Introduction to the East Neuk

Lying South of St Andrews, the East Neuk area has long been associated with farming and fishing as the principal industries for over many centuries. Although coal mining became a major industry in Fife, this was less true of the East Neuk area. The Coal Farm pit located near St Monans employed just thirty-four miners to provide fuel for the water pumps used at the nearby salt pans. Shipbuilding was a major source of employment during the past but, like the salt pan industry and coal mining, this has also disappeared from the locality.
What remains is a coastal strip steeped heavily in tradition and where serenity and a wondrous mix of historical buildings range from old castles to a former nuclear bunker restored into one of the most unusual public museum exhibits in Scotland. There are some great sandy beaches on this coast and where many of the local towns rank tourism as an important part of their revenue.

During the nineteenth century, the East Neuk was an exceptionally popular destination for many Scottish City dwellers using the railway link which followed this coastline between the towns of Leven and St. Andrews. Alas, this link was severed during the 'Beeching Axe' cuts begun in the 1950s and expanded in the 1960s. The coastal rail line between Leven and St Andrews was closed in 1965 and the rail link from Leven to Thornton near Glenrothes was closed in 1969.

In some of the coastal villages, it is still possible to see what were open air swimming pools that were popular for many years and using the basic principal of letting the incoming tide flood an area before closing a valve and retaining the sea water within a wall when the tide receeded. Some of these were still in use as late as the nineteen seventies but are no longer supported as viable establishments by the local council.

Although much has changed in recent years, it's virtually impossible to get less than a perfect 'fish supper' in the East Neuk! Even a huge proportion of the crabs, lobsters, prawns and other fish consumed in the Scottish capital City of Edinburgh typically come from this region with refridgerated vans commonly observed on our roads and headed towards that destination.

Elie & Earlsferry
It became known as the Earl's ferry or Earlsferry and remained in regular use until a particulalrly violent storm in 1766 drowned seven local men and filled the harbour with sand. Ferry services were subsequently switched to the wider and better weather protected harbour at nearby Elie, the name of which is alleged to come from Eilean Ardross and where a farm called Ardross still exists to the immediate east of the town.
Ruins of Ardross Castle lie immediately adjacent to the main farm buildings and atop sea cliffs and amid ferns and long grass.  The castle has little remains of historic or even cultural interest but there are remains of a small Pictish dwelling close to Ardross Farm and discovered circa 1923 when a tractor wheel fell through its roof.

As you can see from the aerial photograph above, Elie and Earlsferry is blessed with some of the best and widest sandy beaches in this part of the region and which is why it became a very popular resort and especially when it had an operational rail station.

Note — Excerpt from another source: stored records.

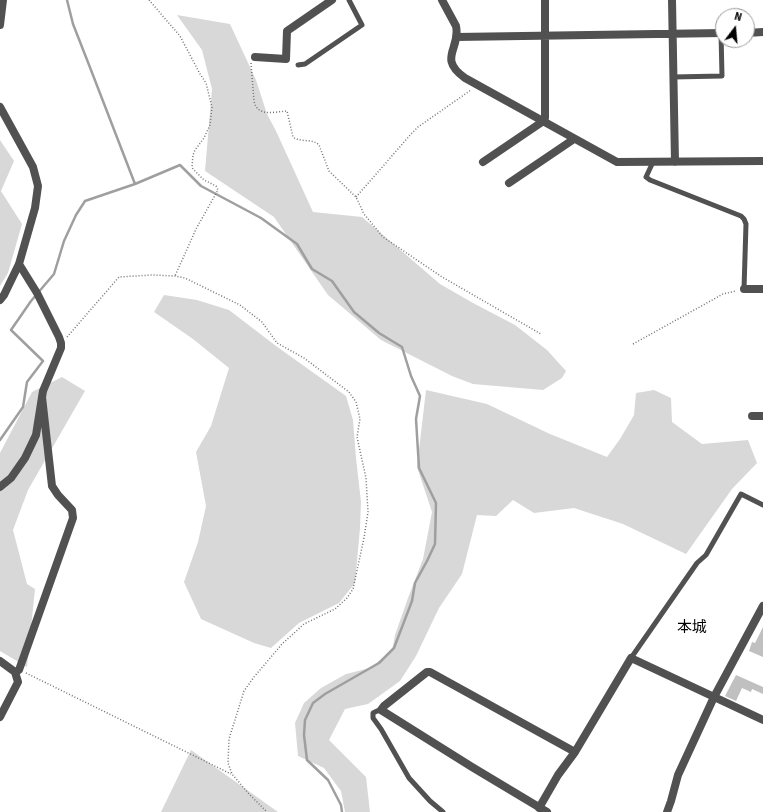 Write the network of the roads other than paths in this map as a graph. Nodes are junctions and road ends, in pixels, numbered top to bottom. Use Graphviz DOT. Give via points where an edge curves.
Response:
graph roads {
  1 [pos="3,0"];
  2 [pos="332,0"];
  3 [pos="349,0"];
  4 [pos="442,0"];
  5 [pos="545,0"];
  6 [pos="672,0"];
  7 [pos="0,25"];
  8 [pos="715,33"];
  9 [pos="673,34"];
  10 [pos="544,36"];
  11 [pos="456,37"];
  12 [pos="722,48"];
  13 [pos="255,57"];
  14 [pos="298,65"];
  15 [pos="674,77"];
  16 [pos="0,107"];
  17 [pos="542,122"];
  18 [pos="574,139"];
  19 [pos="763,161"];
  20 [pos="483,162"];
  21 [pos="652,162"];
  22 [pos="675,162"];
  23 [pos="509,183"];
  24 [pos="19,264"];
  25 [pos="744,289"];
  26 [pos="763,289"];
  27 [pos="0,300"];
  28 [pos="42,397"];
  29 [pos="752,416"];
  30 [pos="763,416"];
  31 [pos="0,487"];
  32 [pos="763,505"];
  33 [pos="763,606"];
  34 [pos="631,658"];
  35 [pos="0,661"];
  36 [pos="17,671"];
  37 [pos="714,698"];
  38 [pos="381,710"];
  39 [pos="0,717"];
  40 [pos="763,720"];
  41 [pos="575,752"];
  42 [pos="539,810"];
  43 [pos="443,812"];
  44 [pos="667,812"];
  1 -- 7 [label="street"];
  2 -- 13 [label="street" via="287,31 286,59"];
  3 -- 14 [label="lane" via="362,25 305,64"];
  4 -- 11 [label="street" via="456,26"];
  5 -- 10 [label="street"];
  6 -- 9 [label="street"];
  8 -- 9 [label="street"];
  9 -- 10 [label="street"];
  9 -- 15 [label="street"];
  10 -- 11 [label="street"];
  10 -- 17 [label="street" via="545,118"];
  11 -- 17 [label="street" via="451,61 458,74"];
  12 -- 15 [label="lane" via="722,76"];
  15 -- 22 [label="street"];
  16 -- 24 [label="street" via="33,167 38,186 35,208"];
  17 -- 18 [label="street"];
  17 -- 20 [label="street"];
  18 -- 21 [label="street" via="617,162"];
  18 -- 23 [label="street"];
  19 -- 22 [label="street"];
  21 -- 22 [label="street"];
  21 -- 25 [label="lane" via="646,177 650,180 744,219"];
  24 -- 27 [label="street"];
  24 -- 28 [label="street" via="61,343"];
  25 -- 26 [label="street"];
  28 -- 31 [label="street" via="36,435 25,458 11,478"];
  28 -- 36 [label="street" via="52,486 72,510 73,518"];
  29 -- 30 [label="street"];
  32 -- 34 [label="lane" via="741,494 706,555 697,563"];
  33 -- 37 [label="street"];
  34 -- 37 [label="street"];
  34 -- 41 [label="street"];
  35 -- 36 [label="street"];
  36 -- 39 [label="street" via="18,682"];
  37 -- 40 [label="street"];
  37 -- 44 [label="street" via="678,775"];
  38 -- 41 [label="street" via="430,672"];
  38 -- 42 [label="street"];
  38 -- 43 [label="lane" via="373,713 373,718 409,778"];
  41 -- 42 [label="street" via="558,775"];
}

In wartime, many Polish soldiers resided in the town and were responsible for the fifty-ton concrete sentinels designed to stop invasion tanks from leaving the beach if such a German invasion had taken place. The photograph showing these blocks is an old one to show how they were before some began to fall down the hillside due to coastal erosion. Polish soliders rebuilt the Earlsferry town hall and one remained to operate the local post office for many years after the war was over. Today, the wide sandy-base harbour is typically home to many yachts, marine cruisers and other leisure craft. The old grannery, once a prominent feature of the old pier, was pulled down years ago to make way for a new clubhouse and restaurant.

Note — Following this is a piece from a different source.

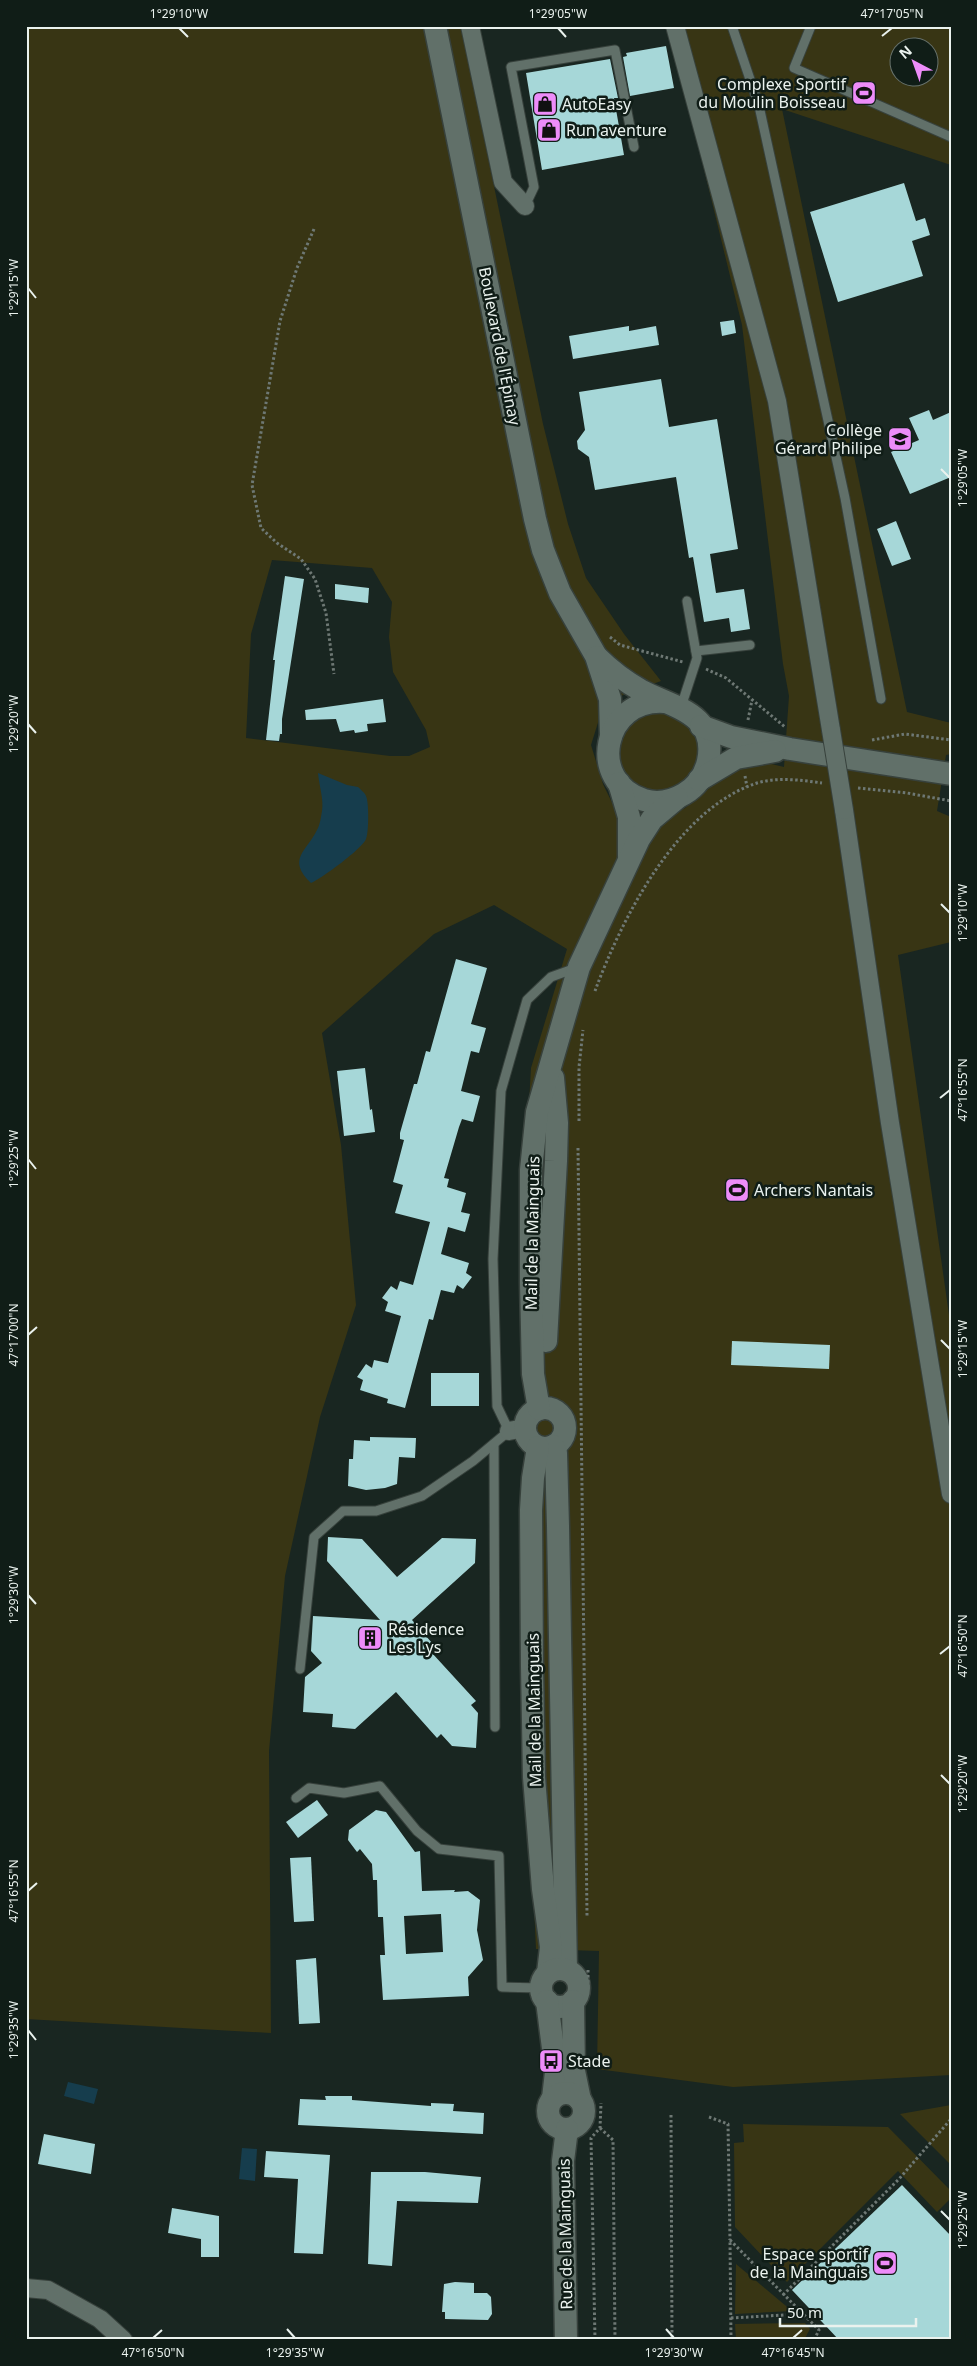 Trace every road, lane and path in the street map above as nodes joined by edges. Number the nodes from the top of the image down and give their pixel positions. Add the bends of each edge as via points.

Although the harbour was widened to cater for different interests from about 1850, the more offbeat interest of this article relates to the small promintory south of Elie and close to the modern automatic lighthouse nearby. It's called the 'Lady's Tower' and was built circa 1750 on the solid rock as a special summerhouse for Lady Janet Anstruther who resided at Elie House on the outskirts of the village. It was built on the promintory with where the tall arched windows pemitted magnificant views of the sea. The structure had a form of 'central heating' driven by boilers housed in the adjacent structure of which little remains today due to coastal erosion.
Of the 'Lady' herself; it seems she enjoyed bathing naked in 'Ruby Bay' located below the tower and where a small cave served as a changing room. Before bathing, legend has it that a bell ringer would wander the streets of Elie and Earlsfarry to warn residents to steer clear of Ruby Bay. It's said that her political and local power caused a small community to be removed because it 'spoiled her view' from nearby Elie House.

Just so you know, the name 'Ruby Bay' is actually a is a misnomer and refers to garnets sometimes washed into this narrow enclave.

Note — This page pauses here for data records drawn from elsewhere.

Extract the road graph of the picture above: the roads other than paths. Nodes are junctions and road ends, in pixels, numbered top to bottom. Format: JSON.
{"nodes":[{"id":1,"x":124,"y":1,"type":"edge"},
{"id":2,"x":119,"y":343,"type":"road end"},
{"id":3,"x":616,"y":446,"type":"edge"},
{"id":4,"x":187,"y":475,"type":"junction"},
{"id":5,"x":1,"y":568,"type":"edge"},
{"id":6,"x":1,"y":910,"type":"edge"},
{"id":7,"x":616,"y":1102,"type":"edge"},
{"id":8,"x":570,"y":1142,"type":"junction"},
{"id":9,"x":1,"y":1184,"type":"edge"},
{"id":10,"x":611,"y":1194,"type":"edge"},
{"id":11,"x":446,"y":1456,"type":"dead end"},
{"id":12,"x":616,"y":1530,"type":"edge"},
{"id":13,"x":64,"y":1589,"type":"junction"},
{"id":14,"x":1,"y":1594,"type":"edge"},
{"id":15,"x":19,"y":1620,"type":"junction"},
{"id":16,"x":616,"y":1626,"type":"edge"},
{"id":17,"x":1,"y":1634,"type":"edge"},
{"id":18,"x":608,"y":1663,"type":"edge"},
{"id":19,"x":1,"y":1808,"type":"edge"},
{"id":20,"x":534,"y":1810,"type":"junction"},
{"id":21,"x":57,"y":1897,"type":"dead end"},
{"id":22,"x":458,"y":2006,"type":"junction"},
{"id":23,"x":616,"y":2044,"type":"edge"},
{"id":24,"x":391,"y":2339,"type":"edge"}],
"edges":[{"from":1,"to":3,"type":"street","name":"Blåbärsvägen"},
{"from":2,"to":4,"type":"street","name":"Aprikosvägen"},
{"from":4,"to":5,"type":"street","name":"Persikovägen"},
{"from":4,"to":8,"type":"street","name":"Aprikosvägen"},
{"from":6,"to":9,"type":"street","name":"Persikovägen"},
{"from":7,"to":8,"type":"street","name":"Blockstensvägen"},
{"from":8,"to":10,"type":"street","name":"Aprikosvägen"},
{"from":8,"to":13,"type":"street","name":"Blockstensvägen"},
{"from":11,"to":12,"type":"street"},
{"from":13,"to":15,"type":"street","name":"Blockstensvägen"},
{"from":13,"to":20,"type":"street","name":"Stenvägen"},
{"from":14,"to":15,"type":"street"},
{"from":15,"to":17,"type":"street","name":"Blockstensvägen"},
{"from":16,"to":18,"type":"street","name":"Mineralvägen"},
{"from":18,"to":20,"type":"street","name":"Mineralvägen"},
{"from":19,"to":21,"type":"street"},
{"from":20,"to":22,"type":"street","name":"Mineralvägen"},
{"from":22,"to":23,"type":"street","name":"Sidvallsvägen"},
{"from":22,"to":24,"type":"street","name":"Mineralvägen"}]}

St Monans (formerly known as St Monance).

Until fairly recent times, this community was commonly known as St Monance and where it shared many common traits of the neighbouring villages and particularly in association to its small fishing fleet. More importantly though were the boat building and construction yards owned by Millers and whose company had been building ships there for more than two centuries. It had four major facilities and provided the bulk of employment in the town. No. 4 shed always had the most spectacular launches because the vessel had to drop several feet into the harbour even at high tide and thus creating quite a splash! Sadly, Millers Boatbuilding yards closed in 1992.
Although still quite a small place, it has a fairly magnificent parish church dating back to the fourteenth century and there's a bit of a 'ghost story' concerning this old building that I heard about many years ago from different people but, like all tales, it's hard to prove whether it ever really happened. It goes like this;

"There was a young man who had to rise early in the morning in order to light the boilers in the old church and well in advance of the congregation due to arrive later in the morning so they would be warm. On one particular day, however, and having performed his duties, he ventured into the main area of the church and saw a bright light descending from the roof. As he approached, facial features appeared within the light!
The man was so scared that he ran towards the Laird’s house located at Abercrombie; a distance of nearly two miles, and where, upon admittance and seeing a painting upon the wall, swore that the image in the picture was the face he had seen in the light! Variants of the story say that he died from fright and exertion and that the picture was that of the Laird's late wife!"

Since no other accounts of this kind have been reported since; I’m inclined to stick with my original dubious assertion unless somebody knows otherwise! One source was adamant that there is a old book in the Waid Academy Library in Anstruther describing this story but I haven't had time to follow up on this. In a similar way, I'd dearly love to rediscover the 'shadows and light' painting by Lorimar at Newark Castle near St Monans!
This was where colleagues and I, as youths discovered a yellow torpedo washed up on the beach below the castle and where, upon informing the local police constable at the nearest police station in St Monans, the constable was initially sceptical but then went into 'Captain Mannering' mode upon seeing it with his own eyes. Luckily, it was a training device recently used by the Royal Navy during an exercise in the Firth of Forth and completely harmless. Lord knows he might have reacted in a real emergency!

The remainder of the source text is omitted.